I give picrust2 a list of 16s ASVs that map to biota at various taxanomic levels. Picrust2 creates a table of inferred per-sample abundances of KEGG genome orthologs (KO) and one of KEGG enzyme classifications (EC). The main output is a list of per-sample inferred pathway abundances that seems to take both of these into account.
Could I have a basic description of how this works and why? I did RTFM, but I'm inexperienced with pathway analysis and totally green in the context of the microbiome. So, while I can recite the steps picrust2 uses to go from ASVs to pathways, I humbly admit that I don't really understand what I'm doing or what this information ultimately means.
Which part of the process are you having problem with? Taxa -> KO or KO -> pathways?
Both, I think. Going from Taxa -> KO, am I ending up with all possible gene orthologs in that specific organism, or is it the orthologs represented across all the samples in the pool? Maybe that is the difference between "stratified" and "unstratified?" Then, is it just KO -> pathway, or is it KO + EC -> pathway. Otherwise, what is EC for?

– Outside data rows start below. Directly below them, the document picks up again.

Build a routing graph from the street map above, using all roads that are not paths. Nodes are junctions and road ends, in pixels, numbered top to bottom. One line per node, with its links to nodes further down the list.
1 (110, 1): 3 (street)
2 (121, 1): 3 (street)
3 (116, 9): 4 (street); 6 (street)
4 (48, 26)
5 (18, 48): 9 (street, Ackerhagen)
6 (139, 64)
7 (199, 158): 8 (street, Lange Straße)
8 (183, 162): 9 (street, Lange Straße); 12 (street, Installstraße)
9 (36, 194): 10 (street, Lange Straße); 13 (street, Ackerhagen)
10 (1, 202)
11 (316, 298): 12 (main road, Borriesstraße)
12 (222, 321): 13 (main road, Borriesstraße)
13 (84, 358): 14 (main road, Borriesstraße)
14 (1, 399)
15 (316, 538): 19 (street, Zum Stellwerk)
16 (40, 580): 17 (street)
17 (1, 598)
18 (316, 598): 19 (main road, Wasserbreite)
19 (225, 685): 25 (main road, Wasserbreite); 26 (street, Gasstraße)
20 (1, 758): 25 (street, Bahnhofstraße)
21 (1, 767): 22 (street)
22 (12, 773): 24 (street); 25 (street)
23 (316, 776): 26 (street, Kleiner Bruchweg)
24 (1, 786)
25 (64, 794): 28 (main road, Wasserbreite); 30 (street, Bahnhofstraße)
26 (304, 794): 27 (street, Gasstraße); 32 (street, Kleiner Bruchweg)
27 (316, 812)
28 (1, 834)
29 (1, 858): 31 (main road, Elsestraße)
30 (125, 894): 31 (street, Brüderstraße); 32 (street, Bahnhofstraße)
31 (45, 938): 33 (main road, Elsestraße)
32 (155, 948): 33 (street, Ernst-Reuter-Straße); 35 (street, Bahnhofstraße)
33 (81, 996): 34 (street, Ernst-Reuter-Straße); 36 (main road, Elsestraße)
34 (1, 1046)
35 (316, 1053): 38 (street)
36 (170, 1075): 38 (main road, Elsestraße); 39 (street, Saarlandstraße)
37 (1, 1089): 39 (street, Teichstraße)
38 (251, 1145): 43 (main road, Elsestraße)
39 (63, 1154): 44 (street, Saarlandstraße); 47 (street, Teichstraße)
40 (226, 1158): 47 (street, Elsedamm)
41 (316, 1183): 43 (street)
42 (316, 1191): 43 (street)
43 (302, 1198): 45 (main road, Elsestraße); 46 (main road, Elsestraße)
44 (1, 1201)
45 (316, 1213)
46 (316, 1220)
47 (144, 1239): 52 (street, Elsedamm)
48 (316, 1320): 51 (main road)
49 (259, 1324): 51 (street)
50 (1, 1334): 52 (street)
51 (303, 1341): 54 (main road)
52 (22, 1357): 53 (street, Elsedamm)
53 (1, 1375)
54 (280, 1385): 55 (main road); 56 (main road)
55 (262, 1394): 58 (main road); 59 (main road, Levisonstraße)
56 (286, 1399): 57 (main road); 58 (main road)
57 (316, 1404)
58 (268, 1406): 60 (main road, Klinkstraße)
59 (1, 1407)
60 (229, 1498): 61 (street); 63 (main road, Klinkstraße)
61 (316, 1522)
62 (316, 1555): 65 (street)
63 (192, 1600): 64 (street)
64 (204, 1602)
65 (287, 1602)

KEGG pathways contain more than enzymes and are built using KOs. I guess EC numbers are there for you if you want to use them but not used to construct pathways. Although EC<->KO is pretty tight and should lead to same pathways.
After reading more docs, it turns out the picrust2 ONLY uses the EC numbers and gets the pathways from the MetaCyt database. It gives me the KO numbers, but does not match them with KEGG pathways.
Thanks for the update, good to know